• new puzzle: Extensions

    From Steven Meyers@21:1/5 to All on Thu Jan 9 13:35:00 2020
    Hello everyone,

    Below is a write-up for my new puzzle, called Extensions. Any and all feedback is welcome.

    Regards,

    Steve



    EXTENSIONS
    Extensions is a pen-and-paper puzzle that was invented by Steven Meyers in November 2019. Thanks to Cameron Browne for considerable playtesting. It manifests as two main variants, Extensions 1 and Extensions 2. But first I will describe the general
    setting of Extensions, and explain the Extensions mechanism that gives the puzzle its name.
    Extensions takes place on a grid of islands. Some of the islands have numbers, and some do not. Bridges exist between islands. Each number represents the number of bridges extending in consecutive line from the island. (The bridges may extend
    consecutively from the island upwards, downwards, to the left, and to the right.) Here is an example. The ‘.’s represent a non-numbered island.
    . . . .
    |
    . . . .
    |
    . . –- 4 -- .

    . . . .

    The island numbered with a 4 has four bridges extending consecutively from it. Two bridges extend upward, one bridge extends to the left, and one bridge extends to the right. There are no bridges extending downward.
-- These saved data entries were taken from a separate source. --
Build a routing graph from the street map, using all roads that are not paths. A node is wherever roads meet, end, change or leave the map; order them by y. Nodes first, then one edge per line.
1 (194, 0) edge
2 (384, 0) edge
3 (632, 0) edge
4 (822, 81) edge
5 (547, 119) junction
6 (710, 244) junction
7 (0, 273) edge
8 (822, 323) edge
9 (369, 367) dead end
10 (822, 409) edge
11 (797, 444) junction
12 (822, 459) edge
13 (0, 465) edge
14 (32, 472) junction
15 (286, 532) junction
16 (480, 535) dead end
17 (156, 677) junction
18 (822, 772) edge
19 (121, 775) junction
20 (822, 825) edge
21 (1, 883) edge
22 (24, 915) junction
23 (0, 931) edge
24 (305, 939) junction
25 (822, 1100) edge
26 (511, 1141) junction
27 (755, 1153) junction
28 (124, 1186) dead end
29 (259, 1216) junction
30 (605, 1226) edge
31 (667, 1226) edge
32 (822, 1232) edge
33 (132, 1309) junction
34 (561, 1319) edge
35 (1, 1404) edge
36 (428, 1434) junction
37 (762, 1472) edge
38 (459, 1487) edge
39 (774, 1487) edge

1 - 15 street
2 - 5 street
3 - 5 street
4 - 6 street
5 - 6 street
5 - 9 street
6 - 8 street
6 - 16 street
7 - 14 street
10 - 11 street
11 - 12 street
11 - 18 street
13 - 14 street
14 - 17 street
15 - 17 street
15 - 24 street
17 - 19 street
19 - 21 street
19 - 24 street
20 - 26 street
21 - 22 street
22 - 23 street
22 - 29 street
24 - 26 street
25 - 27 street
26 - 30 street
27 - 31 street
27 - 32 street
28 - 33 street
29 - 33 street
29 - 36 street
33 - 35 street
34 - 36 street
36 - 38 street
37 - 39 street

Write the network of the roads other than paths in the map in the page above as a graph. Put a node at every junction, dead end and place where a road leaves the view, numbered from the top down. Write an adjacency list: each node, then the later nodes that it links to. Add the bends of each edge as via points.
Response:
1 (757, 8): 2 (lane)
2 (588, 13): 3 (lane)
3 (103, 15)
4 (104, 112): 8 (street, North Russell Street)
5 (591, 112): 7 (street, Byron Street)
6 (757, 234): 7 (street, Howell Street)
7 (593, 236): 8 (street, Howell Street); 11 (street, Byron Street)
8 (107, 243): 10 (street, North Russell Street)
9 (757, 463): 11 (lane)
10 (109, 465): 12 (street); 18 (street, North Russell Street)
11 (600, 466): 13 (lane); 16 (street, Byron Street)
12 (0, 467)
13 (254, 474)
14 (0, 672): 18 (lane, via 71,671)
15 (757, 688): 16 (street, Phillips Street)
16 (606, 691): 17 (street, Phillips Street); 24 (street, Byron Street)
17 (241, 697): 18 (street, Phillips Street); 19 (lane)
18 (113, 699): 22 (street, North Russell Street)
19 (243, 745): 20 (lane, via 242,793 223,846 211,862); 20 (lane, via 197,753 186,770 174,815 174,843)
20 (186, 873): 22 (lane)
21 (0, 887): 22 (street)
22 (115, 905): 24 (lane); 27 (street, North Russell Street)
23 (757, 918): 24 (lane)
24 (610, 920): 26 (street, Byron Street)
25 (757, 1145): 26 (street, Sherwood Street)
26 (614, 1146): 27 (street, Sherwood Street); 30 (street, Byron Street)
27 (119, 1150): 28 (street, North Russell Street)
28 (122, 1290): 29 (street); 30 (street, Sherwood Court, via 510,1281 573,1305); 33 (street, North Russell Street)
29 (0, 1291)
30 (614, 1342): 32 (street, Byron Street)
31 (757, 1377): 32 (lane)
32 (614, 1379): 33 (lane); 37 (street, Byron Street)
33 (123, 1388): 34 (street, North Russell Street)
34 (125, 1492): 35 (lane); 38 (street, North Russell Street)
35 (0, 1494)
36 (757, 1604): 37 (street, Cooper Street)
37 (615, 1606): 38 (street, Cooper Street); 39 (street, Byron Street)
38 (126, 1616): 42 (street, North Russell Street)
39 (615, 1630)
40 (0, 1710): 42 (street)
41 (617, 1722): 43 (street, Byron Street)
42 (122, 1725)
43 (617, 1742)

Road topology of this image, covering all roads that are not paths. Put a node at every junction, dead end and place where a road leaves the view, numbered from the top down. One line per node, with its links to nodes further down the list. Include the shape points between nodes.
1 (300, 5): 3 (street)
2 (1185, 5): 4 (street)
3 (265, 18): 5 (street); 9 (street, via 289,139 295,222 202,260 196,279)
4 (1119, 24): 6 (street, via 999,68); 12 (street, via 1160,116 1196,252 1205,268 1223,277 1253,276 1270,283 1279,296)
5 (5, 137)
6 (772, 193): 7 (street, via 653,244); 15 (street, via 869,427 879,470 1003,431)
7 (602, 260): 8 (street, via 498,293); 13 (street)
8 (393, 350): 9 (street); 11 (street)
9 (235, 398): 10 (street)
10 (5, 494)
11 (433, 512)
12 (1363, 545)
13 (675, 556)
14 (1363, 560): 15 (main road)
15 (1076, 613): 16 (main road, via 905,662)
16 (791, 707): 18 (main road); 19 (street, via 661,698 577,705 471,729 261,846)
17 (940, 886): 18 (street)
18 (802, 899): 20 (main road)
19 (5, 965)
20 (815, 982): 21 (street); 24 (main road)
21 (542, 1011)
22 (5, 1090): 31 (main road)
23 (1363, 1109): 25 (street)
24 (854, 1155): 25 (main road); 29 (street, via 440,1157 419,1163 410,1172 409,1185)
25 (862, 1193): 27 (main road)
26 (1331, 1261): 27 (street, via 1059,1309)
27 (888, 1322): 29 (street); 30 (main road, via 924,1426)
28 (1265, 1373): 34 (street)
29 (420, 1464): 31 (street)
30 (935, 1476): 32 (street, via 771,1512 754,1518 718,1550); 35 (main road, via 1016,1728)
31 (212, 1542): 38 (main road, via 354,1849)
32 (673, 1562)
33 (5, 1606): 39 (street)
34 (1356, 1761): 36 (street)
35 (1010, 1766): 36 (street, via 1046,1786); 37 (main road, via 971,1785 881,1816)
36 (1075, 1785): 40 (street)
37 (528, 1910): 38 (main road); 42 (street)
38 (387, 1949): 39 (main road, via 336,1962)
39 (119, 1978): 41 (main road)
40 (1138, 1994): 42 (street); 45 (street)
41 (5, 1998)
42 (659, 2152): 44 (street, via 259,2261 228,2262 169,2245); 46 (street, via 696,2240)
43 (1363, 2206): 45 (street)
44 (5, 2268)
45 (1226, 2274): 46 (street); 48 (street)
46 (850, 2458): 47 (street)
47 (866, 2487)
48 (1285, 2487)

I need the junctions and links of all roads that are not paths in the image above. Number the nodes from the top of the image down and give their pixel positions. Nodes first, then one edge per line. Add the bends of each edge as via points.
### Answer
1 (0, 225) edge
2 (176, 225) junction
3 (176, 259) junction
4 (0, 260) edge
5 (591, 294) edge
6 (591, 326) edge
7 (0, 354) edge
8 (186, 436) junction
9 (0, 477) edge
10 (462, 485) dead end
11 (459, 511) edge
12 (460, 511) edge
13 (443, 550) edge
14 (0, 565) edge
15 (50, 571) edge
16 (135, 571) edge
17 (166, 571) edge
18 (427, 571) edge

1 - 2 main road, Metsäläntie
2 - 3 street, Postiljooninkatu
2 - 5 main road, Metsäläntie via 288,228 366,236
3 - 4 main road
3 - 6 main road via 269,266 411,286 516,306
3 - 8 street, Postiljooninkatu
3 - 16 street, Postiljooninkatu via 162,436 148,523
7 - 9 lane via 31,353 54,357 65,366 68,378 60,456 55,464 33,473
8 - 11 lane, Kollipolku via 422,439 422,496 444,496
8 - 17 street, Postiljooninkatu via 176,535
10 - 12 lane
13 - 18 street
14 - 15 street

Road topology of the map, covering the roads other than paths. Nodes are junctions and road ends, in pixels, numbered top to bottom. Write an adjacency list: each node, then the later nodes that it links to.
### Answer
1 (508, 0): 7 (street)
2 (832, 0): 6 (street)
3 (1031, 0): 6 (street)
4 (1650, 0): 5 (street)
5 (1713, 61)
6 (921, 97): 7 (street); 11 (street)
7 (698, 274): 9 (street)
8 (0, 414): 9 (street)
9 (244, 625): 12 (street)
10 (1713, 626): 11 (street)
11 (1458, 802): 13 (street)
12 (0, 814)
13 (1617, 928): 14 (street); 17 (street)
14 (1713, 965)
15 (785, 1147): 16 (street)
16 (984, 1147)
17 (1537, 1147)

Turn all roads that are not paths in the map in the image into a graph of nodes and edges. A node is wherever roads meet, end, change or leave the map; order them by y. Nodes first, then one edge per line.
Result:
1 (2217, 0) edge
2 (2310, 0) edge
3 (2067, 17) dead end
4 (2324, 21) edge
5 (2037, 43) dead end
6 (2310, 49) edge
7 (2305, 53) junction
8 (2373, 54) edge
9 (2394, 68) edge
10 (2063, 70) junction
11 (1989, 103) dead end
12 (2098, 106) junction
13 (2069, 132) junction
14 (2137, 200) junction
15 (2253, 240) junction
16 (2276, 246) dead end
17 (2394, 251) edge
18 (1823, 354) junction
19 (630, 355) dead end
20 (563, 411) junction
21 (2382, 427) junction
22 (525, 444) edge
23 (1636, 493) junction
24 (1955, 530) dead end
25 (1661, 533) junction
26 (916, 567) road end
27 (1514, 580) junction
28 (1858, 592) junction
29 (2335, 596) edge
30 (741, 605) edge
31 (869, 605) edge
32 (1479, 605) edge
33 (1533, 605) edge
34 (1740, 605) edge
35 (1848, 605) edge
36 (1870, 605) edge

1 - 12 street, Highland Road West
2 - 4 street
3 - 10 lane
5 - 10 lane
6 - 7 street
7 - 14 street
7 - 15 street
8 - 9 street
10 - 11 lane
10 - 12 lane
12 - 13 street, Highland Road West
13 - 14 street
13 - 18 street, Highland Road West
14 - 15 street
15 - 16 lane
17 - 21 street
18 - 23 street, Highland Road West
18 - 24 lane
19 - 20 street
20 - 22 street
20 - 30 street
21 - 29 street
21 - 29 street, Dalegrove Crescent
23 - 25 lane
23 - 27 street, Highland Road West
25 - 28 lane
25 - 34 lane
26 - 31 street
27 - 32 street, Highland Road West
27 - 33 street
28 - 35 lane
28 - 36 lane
    It’s important to remember that the extensions must be consecutive in order to contribute to the number. (That is, if there are any breaks, then the bridges beyond the breaks do not count towards the number on the island.) For instance, consider the
    following example:










    . . . .

    . . . .

    2 -- . . -- .
    |
    . . . .

    Why isn’t the island numbered with a 3 rather than a 2? Because the bridge on the far right occurs after a break (that is, it is not consecutive) and therefore does not count toward the number.
    A well-designed Extensions puzzle will have a solution that is both unique and deducible (no guessing required), and therefore is appropriate for pen-and-paper. A couple of practical techniques on solving: 1) When all the bridges extending
    consecutively from a numbered island have been drawn in, go ahead and put a check mark next to the island so that you know the number has been “fulfilled,” so to speak. 2) When you can conclude that there is not a bridge between two islands, write
    in “E” for empty. It’s just as important to deduce where there are no bridges as it is to deduce where there are bridges.
    Here’s something to remember when solving: Sometimes a number will contain more information than would at first appear. Consider the following example:
    . . . 2
    . . . .
    . . . .
    . . . 3
    At first it may seem that nothing definitive can be deduced about the island numbered with a 3, since you might jump to the conclusion that the 3 can be fulfilled entirely horizontally, entirely vertically, or any combination thereof. But upon closer
    inspection this is not the case. The 3 cannot fulfill itself entirely vertically, because that would mean all the other numbers in the vertical line would have to be at least 3, and they are not. (There is a 2 at the top, and it cannot be consecutively
    connected to the 3.) And so it can be concluded that there must be at least one bridge extending to the left from the 3.
    The Extensions principle best manifests as two main variants, Extensions 1 and Extensions 2.
    EXTENSIONS 1
    1) There is a grid of islands.
    2) Each number represents the number of bridges extending in consecutive line from the island.
    3) The solution forms a single loop passing through all numbered islands. The loop can have no branches or crossings.
    4) Non-numbered islands may, but do not have to be, part of the loop. (Note: A variant was tried where all islands have to be part of the loop, whether they are numbered or not. However this variant appears to be inferior.)
    Here is a 4x4 puzzle for Extensions 1. The solution is unique and is deducible without guessing.
    . 3 2 .

    3 . . 3

    2 2 . .

    . . 2 4

    Here’s the solution to the above puzzle:

    . 3 –- 2 -- .
    | |
    3 -- . . 3
    | |
    2 2 -- . .
    | | | |
    . -- . 2 –- 4

    Here’s another 4x4 puzzle for Extensions 1. The solution is unique and is deducible without guessing.

    . . 3 .

    3 . . 2

    . . . .

    . 3 . 4

    You may wish to solve the puzzle above yourself.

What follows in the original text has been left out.